The work addresses the core challenge of coacervate instability and lack of selective permeability by introducing internal polyphenol (tannic acid) networks that preserve droplet integrity in complex biofluids while maintaining enzymatic accessibility. Incorporating a thrombin-cleavable site into the peptide scaffold creates a feedback mechanism where elevated thrombin triggers coacervate disassembly and heparin release, directly aligning anticoagulant delivery with coagulation activity. The identification of a critical TA loading that balances stability and proteolytic responsiveness is central, enabling robust performance in plasma and serum without sealing off the interior like impermeable membranes. The system exhibits high specificity for thrombin over other proteins/enzymes, therapeutically relevant kinetics (kcat/KM ~0.91 µM⁻1), and effective anticoagulation in whole blood comparable to free heparin, supporting its translational potential. These findings advance coacervate-based platforms for responsive drug delivery, biosensing of protease activity, and construction of hybrid protocells with tunable permeability and stability.
This study introduces a peptide–heparin coacervate platform that is both enzyme-responsive and stabilized by internal polyphenol networks. Key contributions include: (1) a minimal YR valence criterion for coacervation and size-tunable droplets; (2) a thrombin-cleavable peptide enabling proportional, enzyme-triggered heparin release; (3) tannic acid–mediated stabilization that maintains permeability and proteolytic activity at an optimal loading (e.g., NC-TA0.13); and (4) validated stability and functionality across biofluids, with effective anticoagulation in whole blood and good biocompatibility. Future work will explore integration on medical devices (e.g., drug-eluting stents) for on-demand anticoagulation, assess inflammatory and hemorheological impacts (plasma viscosity, procalcitonin, C-reactive protein), and investigate in vivo pharmacokinetics and clearance (phagocyte uptake, renal/hepatic/splenic elimination), broadening applications to biomedicine, protease sensing, and hybrid protocell systems.
- The balance between stability and proteolysis is sensitive to TA loading; excessive polyphenol content inhibits enzymatic disassembly.

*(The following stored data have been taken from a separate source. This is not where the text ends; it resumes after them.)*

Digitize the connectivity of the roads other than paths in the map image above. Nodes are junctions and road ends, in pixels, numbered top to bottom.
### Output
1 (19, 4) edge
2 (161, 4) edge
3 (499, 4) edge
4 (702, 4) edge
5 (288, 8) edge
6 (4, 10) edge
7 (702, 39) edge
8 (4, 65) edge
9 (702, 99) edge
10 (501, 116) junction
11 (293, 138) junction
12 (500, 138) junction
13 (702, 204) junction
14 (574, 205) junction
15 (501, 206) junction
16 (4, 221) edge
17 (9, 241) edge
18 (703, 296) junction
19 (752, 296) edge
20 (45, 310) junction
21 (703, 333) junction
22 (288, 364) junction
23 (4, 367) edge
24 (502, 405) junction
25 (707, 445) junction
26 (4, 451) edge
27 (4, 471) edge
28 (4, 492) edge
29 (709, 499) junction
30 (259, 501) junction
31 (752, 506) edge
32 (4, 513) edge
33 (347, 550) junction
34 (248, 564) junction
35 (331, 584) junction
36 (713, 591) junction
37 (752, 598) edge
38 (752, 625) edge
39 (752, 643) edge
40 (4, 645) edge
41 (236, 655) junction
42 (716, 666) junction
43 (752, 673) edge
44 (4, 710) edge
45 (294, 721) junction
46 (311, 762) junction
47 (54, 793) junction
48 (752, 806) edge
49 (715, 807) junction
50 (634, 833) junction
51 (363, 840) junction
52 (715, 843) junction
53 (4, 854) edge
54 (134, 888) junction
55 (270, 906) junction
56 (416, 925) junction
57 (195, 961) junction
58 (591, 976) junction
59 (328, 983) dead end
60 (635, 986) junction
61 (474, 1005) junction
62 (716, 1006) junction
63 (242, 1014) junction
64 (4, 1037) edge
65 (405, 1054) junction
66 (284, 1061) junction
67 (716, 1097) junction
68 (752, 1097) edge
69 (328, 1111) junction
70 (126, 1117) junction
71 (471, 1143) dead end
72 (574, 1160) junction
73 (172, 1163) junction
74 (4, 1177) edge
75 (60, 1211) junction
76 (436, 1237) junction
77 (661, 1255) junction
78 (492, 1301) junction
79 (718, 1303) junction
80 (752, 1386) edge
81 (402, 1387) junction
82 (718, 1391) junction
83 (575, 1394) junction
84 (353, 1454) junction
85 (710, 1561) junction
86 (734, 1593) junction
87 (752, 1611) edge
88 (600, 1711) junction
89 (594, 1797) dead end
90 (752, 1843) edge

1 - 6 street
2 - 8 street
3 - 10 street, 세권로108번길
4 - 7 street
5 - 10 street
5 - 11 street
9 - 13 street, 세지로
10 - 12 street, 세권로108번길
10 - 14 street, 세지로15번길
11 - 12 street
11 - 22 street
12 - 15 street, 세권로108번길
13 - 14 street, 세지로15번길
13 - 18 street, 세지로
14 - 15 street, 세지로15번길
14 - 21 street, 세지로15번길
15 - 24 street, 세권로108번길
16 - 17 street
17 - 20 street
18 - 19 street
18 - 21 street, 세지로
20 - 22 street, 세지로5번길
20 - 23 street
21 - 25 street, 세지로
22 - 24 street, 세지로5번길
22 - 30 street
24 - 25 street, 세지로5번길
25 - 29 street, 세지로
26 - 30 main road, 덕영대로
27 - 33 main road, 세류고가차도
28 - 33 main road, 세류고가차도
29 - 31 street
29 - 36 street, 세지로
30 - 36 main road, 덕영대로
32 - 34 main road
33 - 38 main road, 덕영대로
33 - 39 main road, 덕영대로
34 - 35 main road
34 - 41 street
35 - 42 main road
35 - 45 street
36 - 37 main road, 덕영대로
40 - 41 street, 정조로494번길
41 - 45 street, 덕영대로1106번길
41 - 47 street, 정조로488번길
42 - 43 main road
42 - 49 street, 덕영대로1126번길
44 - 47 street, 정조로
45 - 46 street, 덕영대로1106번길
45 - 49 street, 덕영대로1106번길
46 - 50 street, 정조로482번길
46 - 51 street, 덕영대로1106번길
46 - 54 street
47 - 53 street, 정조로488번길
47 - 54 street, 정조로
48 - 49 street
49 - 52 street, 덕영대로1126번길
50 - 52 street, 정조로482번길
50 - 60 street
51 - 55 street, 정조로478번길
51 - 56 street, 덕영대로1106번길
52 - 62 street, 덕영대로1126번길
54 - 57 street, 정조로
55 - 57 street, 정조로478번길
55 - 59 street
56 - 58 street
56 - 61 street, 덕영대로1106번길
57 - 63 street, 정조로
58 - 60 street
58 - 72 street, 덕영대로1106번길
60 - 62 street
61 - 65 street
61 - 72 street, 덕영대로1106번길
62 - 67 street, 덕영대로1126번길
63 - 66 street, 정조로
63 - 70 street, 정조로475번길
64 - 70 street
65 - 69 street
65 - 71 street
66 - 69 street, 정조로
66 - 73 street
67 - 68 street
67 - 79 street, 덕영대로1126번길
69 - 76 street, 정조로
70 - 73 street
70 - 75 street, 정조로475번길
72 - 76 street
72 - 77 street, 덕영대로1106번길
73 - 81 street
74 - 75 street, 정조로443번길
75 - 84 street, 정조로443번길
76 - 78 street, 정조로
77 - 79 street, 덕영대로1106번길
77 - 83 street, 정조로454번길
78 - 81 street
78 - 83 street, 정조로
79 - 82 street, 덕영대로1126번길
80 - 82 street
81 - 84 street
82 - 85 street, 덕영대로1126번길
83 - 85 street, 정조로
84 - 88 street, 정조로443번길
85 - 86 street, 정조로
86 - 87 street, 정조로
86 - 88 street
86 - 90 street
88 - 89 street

- Most data are in vitro or ex vivo (50% plasma/serum; whole blood from a single male donor); in vivo efficacy, biodistribution, and long-term safety were not assessed.
- Sex as a biological variable was not investigated.
- While specificity was tested against several proteins/enzymes, broader protease panels and potential off-target interactions in vivo remain to be evaluated.
- Mechanical and hemodynamic factors relevant to device coatings (shear, flow) and immunological responses were not fully characterized; future studies are needed to assess inflammatory markers and clearance pathways.